Stanford Network Analysis Platform (SNAP) is a general purpose network analysis and graph mining library. It is written in C++ and easily scales to massive networks with hundreds of millions of nodes, and billions of edges. It efficiently manipulates large graphs, calculates structural properties, generates regular and random graphs, and supports attributes on nodes and edges. SNAP is also available through the NodeXL which is a graphical front-end that integrates network analysis into Microsoft Office and Excel.
You can go to http://snap.stanford.edu/snap/download.html to download latest version of SNAP. Then, after unzipping, go into directory examples and open SnapExamples.sln (Visual Studio required). If your system is UNIX-based, there is also Makefile in the directory examples.
For Linux system, you have to install g++ first. Then, we have example Makefile in directory examples/kronfit. Take a look at that Makefile and
you will find that under Linux, you should uncomment the two lines:
#CXXFLAGS += -std=c++98 -Wall #LDFLAGS += -lrt
Under Windows system, you should install Visual Studio first. Then, open Visual Studio and create a project, add "#include YOUR_SNAP_PATH/snap/Snap.h" in your main .cpp file and include the Snap.h/cpp into your project. Also, due to the settings of SNAP, the character set must be set to Multi-byte. You can right-click on your project and go to Properties --> Configuration Properties --> General --> Projects Defaults --> Character Set --> Select "Use Multi-Byte Character Set". Then you can enjoy the powerful arsenal of SNAP!
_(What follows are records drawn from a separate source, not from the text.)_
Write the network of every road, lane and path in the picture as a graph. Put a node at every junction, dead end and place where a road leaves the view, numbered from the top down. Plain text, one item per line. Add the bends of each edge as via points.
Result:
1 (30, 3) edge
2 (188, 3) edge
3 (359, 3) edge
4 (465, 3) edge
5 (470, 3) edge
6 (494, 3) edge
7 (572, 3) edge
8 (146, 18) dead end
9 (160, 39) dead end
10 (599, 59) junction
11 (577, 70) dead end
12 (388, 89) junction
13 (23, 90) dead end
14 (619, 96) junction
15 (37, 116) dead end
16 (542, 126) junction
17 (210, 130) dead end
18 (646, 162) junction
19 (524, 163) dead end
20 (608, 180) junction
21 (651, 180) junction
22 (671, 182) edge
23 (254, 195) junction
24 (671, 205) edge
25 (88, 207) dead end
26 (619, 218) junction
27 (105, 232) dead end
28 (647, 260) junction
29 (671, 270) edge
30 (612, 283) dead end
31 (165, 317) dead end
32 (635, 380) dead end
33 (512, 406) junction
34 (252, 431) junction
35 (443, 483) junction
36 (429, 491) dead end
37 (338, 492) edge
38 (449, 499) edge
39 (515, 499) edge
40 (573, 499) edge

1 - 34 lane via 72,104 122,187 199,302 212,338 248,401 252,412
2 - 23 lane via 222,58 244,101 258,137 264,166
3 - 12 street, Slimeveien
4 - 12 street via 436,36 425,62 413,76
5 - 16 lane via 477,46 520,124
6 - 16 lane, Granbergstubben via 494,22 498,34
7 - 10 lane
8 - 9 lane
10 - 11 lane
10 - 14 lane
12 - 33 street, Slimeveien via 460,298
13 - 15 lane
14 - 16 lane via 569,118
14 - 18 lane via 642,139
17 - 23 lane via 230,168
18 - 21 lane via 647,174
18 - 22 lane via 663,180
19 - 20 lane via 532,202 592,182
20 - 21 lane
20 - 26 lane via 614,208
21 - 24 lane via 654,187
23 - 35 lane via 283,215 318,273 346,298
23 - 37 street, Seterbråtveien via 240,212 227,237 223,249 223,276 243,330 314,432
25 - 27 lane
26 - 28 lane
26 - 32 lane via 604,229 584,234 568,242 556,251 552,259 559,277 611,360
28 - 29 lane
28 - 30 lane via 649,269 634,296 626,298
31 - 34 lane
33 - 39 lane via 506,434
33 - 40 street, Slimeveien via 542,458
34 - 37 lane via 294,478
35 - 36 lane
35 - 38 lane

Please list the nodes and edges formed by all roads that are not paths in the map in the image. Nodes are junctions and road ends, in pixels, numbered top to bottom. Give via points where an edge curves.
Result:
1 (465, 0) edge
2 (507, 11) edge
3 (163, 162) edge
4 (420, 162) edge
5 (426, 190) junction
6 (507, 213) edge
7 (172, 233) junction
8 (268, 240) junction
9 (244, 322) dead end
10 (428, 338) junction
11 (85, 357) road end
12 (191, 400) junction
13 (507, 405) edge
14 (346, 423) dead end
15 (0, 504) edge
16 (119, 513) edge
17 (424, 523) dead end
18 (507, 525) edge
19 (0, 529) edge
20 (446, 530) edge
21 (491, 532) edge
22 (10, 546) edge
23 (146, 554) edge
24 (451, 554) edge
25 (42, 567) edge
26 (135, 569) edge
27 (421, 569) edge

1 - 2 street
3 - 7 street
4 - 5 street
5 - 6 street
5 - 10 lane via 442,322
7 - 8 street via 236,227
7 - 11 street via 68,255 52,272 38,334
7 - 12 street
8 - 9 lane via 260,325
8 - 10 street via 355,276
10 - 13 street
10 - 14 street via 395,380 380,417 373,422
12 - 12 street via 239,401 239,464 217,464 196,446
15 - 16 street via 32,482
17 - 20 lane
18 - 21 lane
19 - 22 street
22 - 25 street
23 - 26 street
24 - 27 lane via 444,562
SNAP contains a STL-like library, specified in directory glib. It contains basic data structures, like vectors, hash-tables and strings. These data structures perform efficiently and supports serialization for loading and saving.
TInt a=5; cout << a << endl; --- 5 //In C style, use printf("%d\n", a.Val); ************************************** TStr a="abc"; TStr b="ccc"; cout << a.CStr() << endl; --- abc cout << a.Len() << endl; --- 3 cout << a[0] << endl; --- a cout << (a==b) << endl; --- 0
TPair<TInt, TFlt> a; a.Val1=1; a.Val2=2.3;
TVec<TInt> a; a.Add(10); a.Add(20); a.Add(30); cout << a[0] << endl; --- 10 cout << a.Len() << endl; --- 3 *********************************** THash<TInt, TStr> a; a.AddDat(12)="abc"; a.AddDat(34)="def"; cout << a.GetKey(0) << endl; --- 12 cout << a[0].CStr() << endl; --- abc cout << a.GetKeyId(12) << endl; --- 0 cout << a.GetDat(34).CStr() << endl; --- def *********************************** THashSet<TInt> a; a.AddKey(12); a.AddKey(34); a.AddKey(56); cout << a.GetKey(2) << endl; --- 56
SNAP supports serialization for all the data structures aforementioned, as well as the network/graph structures to be introduced.
It is much more efficient to store a data structure to binary files than to text format. Saving and loading binary files for
data structures in SNAP is very simple, just via function Save and Load.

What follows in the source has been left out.